→ **Description of the task**
This exercise asks for every line of the material that includes the word "nodes".
☆ ☆ ☆
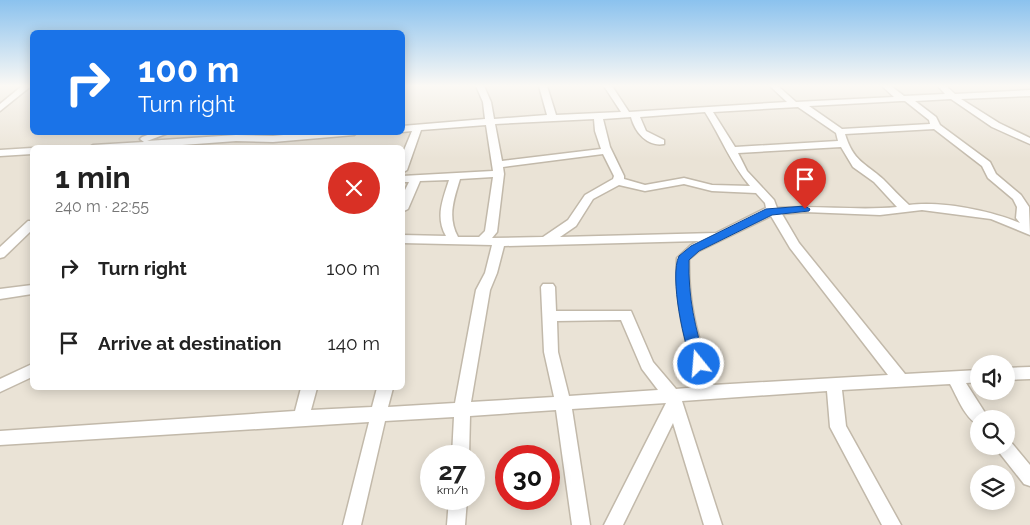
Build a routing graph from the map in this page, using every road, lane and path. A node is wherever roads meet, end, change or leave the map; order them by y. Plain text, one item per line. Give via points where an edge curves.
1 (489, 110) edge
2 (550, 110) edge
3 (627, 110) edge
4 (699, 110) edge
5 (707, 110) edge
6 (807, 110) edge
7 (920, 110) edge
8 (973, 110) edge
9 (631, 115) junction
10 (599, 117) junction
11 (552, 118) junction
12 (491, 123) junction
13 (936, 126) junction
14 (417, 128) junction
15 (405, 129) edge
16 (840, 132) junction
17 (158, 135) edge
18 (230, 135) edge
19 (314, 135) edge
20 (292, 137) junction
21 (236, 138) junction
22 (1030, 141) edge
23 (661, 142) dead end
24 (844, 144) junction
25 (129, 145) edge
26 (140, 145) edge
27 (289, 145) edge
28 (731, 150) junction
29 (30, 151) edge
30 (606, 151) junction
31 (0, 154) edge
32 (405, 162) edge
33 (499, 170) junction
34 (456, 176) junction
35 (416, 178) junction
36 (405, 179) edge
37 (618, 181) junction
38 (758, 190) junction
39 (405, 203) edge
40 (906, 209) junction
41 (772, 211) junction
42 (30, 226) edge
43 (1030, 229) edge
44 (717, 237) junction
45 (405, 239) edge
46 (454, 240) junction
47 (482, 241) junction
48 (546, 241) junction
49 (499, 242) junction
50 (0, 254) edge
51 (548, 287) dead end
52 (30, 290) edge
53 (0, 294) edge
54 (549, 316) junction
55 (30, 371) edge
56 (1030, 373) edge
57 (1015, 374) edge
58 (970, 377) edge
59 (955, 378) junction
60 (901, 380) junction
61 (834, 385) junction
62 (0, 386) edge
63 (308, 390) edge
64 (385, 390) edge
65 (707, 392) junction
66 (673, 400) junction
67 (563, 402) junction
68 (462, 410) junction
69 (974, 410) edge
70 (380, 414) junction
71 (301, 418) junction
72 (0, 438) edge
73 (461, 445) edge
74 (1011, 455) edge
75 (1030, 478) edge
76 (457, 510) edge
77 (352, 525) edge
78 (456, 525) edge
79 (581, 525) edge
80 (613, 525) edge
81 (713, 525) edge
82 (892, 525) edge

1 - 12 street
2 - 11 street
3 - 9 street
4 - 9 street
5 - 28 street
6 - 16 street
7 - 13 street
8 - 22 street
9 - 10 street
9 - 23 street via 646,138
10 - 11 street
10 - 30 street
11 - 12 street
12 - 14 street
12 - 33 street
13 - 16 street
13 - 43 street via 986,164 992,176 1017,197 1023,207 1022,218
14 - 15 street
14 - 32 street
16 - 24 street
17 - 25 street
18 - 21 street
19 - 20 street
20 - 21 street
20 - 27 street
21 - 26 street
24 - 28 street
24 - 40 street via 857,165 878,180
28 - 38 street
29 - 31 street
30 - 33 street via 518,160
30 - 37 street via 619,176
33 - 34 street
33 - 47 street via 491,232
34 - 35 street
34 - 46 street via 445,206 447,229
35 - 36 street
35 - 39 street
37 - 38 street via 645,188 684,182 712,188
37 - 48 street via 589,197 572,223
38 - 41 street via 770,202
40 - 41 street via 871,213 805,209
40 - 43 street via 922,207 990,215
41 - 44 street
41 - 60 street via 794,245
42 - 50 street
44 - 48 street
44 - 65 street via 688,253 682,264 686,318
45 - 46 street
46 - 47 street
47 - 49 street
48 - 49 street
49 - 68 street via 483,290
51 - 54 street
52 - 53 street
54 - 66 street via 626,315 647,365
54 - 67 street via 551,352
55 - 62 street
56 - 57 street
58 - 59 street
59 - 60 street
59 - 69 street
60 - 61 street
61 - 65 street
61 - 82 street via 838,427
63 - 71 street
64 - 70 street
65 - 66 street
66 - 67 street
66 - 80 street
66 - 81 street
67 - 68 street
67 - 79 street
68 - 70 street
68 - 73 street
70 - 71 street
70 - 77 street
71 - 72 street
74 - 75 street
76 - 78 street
☆ ☆ ☆
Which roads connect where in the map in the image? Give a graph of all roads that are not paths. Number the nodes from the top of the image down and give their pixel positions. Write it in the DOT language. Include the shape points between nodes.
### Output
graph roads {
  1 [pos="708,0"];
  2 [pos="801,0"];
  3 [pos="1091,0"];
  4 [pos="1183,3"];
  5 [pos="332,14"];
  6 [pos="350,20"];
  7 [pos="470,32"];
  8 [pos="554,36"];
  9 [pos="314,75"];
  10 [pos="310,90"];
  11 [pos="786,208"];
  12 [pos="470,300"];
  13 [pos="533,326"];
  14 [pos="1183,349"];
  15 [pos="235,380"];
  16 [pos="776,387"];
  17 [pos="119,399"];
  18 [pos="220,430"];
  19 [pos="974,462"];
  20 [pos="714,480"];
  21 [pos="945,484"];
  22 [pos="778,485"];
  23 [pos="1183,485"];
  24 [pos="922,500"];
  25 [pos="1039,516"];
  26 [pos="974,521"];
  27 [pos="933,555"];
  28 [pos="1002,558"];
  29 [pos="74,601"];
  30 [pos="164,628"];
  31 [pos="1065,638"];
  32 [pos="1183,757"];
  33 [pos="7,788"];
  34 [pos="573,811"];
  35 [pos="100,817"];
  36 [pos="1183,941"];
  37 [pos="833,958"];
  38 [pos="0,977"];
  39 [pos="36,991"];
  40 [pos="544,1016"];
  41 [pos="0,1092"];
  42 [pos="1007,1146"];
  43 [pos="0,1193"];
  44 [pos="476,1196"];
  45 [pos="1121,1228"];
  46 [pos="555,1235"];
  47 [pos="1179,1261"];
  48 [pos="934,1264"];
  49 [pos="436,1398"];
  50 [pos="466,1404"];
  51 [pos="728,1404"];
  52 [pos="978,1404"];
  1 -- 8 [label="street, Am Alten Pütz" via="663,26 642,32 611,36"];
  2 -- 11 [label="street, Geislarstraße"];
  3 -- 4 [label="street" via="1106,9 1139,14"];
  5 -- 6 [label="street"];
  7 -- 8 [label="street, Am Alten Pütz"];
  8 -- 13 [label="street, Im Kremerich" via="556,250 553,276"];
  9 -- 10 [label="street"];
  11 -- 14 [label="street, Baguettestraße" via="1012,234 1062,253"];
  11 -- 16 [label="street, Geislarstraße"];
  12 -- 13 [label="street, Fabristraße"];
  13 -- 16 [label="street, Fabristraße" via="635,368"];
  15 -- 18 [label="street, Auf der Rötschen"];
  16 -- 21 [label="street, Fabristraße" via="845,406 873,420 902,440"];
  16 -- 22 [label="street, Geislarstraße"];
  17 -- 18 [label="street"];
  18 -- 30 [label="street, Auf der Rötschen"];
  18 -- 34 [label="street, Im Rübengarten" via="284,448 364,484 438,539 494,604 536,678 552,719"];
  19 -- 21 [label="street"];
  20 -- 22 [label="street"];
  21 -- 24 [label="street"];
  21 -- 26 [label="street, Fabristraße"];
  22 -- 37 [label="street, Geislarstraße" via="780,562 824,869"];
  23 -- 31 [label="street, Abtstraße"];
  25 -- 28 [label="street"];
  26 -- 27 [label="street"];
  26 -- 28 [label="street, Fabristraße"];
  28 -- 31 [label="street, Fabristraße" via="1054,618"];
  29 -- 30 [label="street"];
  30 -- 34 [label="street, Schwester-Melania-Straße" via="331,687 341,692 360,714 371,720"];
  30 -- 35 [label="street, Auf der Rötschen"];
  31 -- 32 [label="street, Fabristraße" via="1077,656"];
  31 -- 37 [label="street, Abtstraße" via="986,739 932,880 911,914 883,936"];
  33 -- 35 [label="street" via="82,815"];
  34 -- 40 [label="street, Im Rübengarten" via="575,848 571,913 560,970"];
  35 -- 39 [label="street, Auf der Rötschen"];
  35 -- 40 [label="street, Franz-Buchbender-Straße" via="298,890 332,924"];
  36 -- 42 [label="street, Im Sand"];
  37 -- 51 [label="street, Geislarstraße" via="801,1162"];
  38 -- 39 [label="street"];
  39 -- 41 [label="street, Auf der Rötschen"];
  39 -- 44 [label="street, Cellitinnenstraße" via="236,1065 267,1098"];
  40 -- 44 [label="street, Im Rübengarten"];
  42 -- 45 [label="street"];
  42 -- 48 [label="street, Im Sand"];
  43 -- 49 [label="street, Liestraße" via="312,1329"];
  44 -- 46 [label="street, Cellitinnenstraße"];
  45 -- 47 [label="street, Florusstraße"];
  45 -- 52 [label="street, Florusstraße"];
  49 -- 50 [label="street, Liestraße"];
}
☆ ☆ ☆
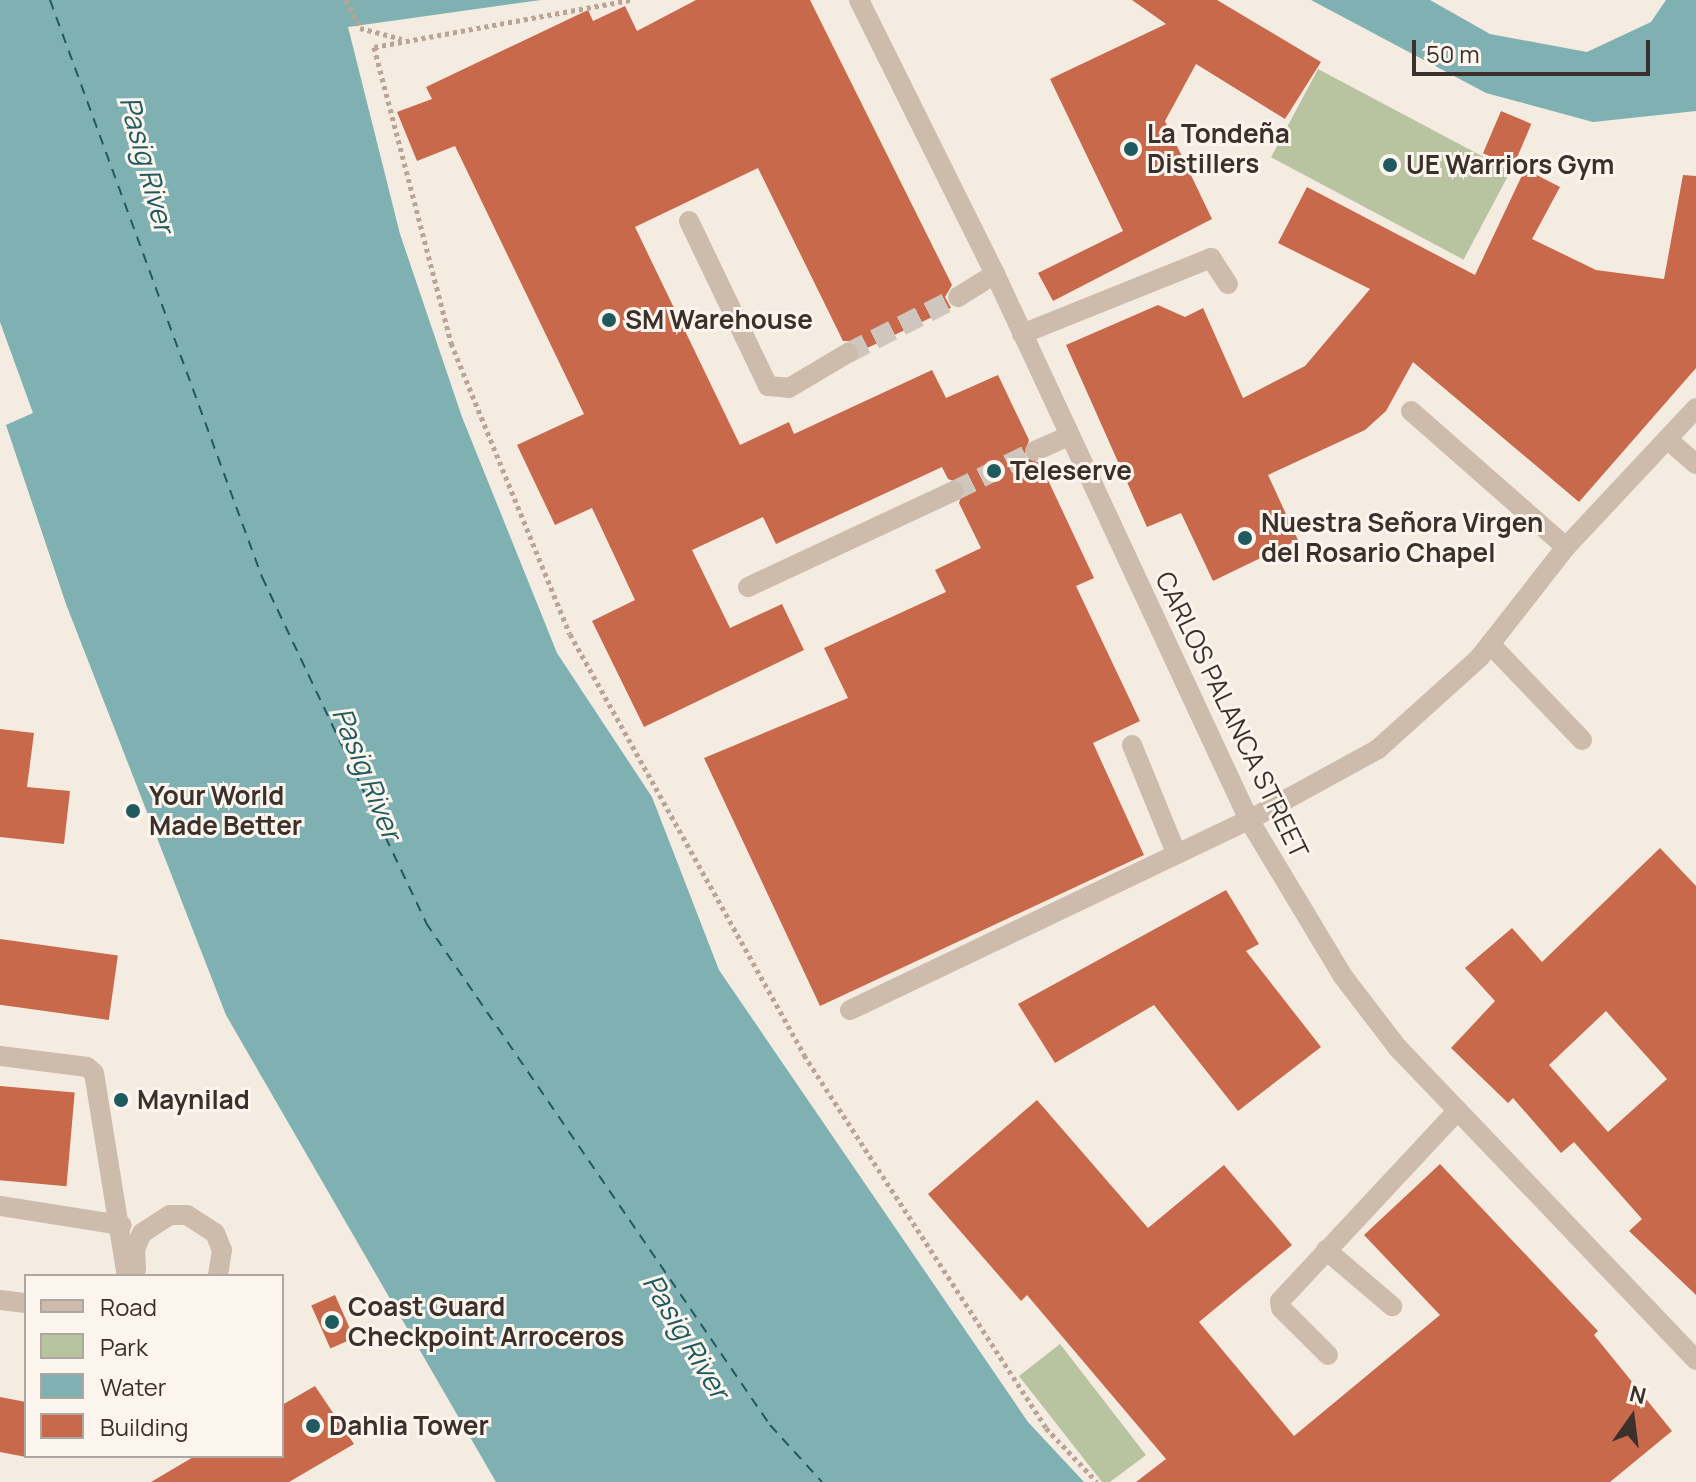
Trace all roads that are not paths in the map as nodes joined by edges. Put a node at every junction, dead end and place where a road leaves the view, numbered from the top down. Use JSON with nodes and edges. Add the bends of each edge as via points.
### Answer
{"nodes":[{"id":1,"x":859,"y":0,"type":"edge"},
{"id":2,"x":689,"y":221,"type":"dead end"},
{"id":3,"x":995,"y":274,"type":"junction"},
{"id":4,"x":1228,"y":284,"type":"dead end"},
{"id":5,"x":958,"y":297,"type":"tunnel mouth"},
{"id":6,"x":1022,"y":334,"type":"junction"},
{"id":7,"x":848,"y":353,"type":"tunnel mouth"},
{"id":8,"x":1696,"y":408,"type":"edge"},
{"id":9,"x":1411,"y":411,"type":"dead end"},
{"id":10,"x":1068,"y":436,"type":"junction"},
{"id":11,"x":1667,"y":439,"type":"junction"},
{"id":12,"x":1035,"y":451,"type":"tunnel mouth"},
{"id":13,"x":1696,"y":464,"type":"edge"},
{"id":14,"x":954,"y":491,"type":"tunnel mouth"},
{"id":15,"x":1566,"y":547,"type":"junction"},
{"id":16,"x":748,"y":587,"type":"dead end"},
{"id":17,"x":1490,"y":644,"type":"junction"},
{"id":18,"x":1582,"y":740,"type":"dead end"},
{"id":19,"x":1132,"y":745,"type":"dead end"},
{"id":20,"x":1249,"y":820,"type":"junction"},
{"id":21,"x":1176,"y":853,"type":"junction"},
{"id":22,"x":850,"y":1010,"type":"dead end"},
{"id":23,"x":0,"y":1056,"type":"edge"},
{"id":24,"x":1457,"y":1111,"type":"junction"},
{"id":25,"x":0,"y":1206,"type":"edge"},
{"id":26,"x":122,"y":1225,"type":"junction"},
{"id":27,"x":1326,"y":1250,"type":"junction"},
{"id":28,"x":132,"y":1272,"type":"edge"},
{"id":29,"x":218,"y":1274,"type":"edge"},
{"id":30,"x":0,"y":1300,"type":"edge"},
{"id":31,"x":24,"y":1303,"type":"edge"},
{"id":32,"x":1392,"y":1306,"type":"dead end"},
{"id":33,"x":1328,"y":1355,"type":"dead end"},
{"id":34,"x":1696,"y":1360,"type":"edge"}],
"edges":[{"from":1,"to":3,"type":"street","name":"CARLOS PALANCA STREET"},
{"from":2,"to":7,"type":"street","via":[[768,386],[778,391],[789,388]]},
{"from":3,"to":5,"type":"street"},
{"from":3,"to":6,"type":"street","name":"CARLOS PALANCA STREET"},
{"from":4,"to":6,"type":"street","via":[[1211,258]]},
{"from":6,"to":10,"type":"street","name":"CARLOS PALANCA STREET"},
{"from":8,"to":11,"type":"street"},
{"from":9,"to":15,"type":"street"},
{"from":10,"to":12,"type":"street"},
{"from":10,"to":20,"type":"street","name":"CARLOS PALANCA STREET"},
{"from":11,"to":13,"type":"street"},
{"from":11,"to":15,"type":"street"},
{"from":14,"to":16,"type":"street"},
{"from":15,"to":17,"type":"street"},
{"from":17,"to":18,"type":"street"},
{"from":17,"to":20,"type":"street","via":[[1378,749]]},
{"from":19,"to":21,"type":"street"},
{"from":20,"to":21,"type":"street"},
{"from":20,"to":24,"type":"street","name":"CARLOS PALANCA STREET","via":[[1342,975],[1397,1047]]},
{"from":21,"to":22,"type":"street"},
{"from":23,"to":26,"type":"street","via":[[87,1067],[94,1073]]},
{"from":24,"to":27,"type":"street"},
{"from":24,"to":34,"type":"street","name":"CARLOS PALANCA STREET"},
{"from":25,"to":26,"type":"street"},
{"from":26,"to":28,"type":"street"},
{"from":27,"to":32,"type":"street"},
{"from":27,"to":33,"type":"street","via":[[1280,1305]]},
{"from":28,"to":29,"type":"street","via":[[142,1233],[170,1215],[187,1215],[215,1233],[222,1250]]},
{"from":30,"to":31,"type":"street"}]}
☆ ☆ ☆
→ **Written solution**
Which roads connect where in the map in the image? Give a graph of all roads that are not paths. Number the nodes from the top of the image down and give their pixel positions. Write it in the DOT language. Include the shape points between nodes.
Trace all roads that are not paths in the map as nodes joined by edges. Put a node at every junction, dead end and place where a road leaves the view, numbered from the top down. Use JSON with nodes and edges. Add the bends of each edge as via points.
{"nodes":[{"id":1,"x":859,"y":0,"type":"edge"},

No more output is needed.